Switzerland may annoy the White House by considering a possible currency intervention.

Swiss Officials Consider Currency Intervention Amid Geopolitical Concerns

Swiss authorities are increasingly open to the idea of intervening in currency markets following a significant appreciation of the Swiss franc due to the ongoing conflict in the Middle East. The Swiss National Bank (SNB) announced on Thursday that it would maintain its key interest rate at 0%, as was anticipated. However, they mentioned, “Given the conflict in the Middle East, the Swiss central bank is more inclined to act in the foreign exchange market.” This intervention aims to counteract a rapid appreciation of the franc that could threaten price stability in Switzerland.

The Swiss franc is seen as a safe haven and has gained strength amid rising market volatility. Last year’s upheaval saw the franc appreciate against the US dollar and its regional counterparts, like the euro and the pound. This strong franc exerts deflationary pressure on Switzerland’s economy, which recently shifted into a post-inflation phase, and poses risks to exports. Presently, Switzerland’s annual inflation rate is just 0.1%. A strategy to weaken the franc could entail returning to unpopular negative interest rates, which lasted until 2022.

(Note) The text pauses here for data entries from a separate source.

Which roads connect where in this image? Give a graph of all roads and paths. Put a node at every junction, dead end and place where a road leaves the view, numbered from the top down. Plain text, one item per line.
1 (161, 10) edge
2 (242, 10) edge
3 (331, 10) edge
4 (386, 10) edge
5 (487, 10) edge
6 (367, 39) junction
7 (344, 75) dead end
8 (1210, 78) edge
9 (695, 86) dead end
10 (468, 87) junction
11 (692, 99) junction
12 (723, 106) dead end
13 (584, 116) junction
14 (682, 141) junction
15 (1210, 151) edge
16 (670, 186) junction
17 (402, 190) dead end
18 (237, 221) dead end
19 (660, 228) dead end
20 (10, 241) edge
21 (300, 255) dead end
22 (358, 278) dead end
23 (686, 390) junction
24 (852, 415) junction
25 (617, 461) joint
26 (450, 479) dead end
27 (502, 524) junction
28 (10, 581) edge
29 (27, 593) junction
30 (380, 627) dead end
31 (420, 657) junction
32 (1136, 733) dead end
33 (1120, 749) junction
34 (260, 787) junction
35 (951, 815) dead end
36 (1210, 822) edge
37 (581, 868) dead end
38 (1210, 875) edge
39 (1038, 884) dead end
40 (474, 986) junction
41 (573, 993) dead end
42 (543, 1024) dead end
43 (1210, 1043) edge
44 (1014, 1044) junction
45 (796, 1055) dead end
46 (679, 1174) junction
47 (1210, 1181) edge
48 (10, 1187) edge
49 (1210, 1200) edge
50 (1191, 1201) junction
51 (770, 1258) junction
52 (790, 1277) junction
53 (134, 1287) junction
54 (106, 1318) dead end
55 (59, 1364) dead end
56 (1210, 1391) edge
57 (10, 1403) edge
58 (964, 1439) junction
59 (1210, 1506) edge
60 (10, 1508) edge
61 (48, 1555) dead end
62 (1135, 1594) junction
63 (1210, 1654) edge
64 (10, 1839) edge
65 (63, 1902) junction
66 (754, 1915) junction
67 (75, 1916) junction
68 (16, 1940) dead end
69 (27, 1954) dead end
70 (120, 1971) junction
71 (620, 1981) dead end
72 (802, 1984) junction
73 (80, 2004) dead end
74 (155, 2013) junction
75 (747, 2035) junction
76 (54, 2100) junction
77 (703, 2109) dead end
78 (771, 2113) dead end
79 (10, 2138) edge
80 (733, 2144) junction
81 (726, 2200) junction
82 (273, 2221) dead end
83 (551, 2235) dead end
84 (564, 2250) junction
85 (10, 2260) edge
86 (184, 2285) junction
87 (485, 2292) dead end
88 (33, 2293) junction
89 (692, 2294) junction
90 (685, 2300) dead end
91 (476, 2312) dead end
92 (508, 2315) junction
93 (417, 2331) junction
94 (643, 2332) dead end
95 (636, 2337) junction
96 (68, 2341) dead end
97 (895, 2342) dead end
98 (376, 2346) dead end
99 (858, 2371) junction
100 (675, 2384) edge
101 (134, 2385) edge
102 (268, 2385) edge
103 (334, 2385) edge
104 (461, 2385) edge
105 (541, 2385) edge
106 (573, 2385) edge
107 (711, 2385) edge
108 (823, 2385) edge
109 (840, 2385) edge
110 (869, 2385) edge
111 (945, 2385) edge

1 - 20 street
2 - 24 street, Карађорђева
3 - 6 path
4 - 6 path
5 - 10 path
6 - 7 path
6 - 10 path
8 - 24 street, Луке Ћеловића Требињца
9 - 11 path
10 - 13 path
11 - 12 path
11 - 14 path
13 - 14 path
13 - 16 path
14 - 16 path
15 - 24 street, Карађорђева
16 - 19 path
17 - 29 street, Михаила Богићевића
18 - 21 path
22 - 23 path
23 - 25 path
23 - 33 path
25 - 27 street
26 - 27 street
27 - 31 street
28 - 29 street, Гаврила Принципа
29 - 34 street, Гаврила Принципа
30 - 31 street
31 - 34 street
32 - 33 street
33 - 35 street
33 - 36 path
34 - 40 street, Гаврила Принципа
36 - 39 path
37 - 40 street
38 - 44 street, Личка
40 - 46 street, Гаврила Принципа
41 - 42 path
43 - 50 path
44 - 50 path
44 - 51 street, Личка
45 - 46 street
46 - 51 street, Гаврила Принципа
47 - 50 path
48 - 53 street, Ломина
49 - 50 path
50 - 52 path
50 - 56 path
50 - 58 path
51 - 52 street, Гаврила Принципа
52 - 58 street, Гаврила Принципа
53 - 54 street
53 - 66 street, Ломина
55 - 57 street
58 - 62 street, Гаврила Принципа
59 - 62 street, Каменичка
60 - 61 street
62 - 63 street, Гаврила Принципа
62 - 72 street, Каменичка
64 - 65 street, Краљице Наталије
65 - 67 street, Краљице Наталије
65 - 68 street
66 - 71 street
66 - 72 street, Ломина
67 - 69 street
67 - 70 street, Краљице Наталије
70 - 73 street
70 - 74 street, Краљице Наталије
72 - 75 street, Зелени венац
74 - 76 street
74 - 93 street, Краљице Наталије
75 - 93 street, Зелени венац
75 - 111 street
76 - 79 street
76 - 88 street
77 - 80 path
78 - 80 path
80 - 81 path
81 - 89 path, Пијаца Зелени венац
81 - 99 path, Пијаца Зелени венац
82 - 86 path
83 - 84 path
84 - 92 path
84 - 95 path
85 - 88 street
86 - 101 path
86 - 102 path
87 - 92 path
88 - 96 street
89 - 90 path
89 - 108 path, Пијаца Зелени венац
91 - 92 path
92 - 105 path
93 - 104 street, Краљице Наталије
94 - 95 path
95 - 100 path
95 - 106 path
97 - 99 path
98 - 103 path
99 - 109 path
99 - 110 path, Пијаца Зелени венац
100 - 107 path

Alternatively, the SNB could sell francs and purchase foreign currencies, usually euros. However, the approach faces scrutiny, especially following past criticisms from the US government during Donald Trump’s administration. The US Treasury designated Switzerland as a country under close observation concerning its currency practices, accusing it of manipulation. Authorities in Switzerland have rejected these claims. Last year, the US imposed a 39% tariff on Switzerland, which was among the highest tariffs placed on any country, with the White House citing “currency manipulation and trade barriers” as justifications.

The SNB noted in its recent policy update that while increased energy prices might elevate inflation risks in the short term, the medium-term outlook seems relatively stable. UBS, a Swiss investment bank, remarked that geopolitical tensions are driving demand for safe-haven currencies like the franc.

In an interview with CNBC, SNB Chairman Martin Schlegel emphasized a need to manage the rapid appreciation of the franc to ensure price stability. He mentioned that the board reevaluates monetary policy quarterly, concluding that a greater willingness to intervene in currency markets is essential at this time.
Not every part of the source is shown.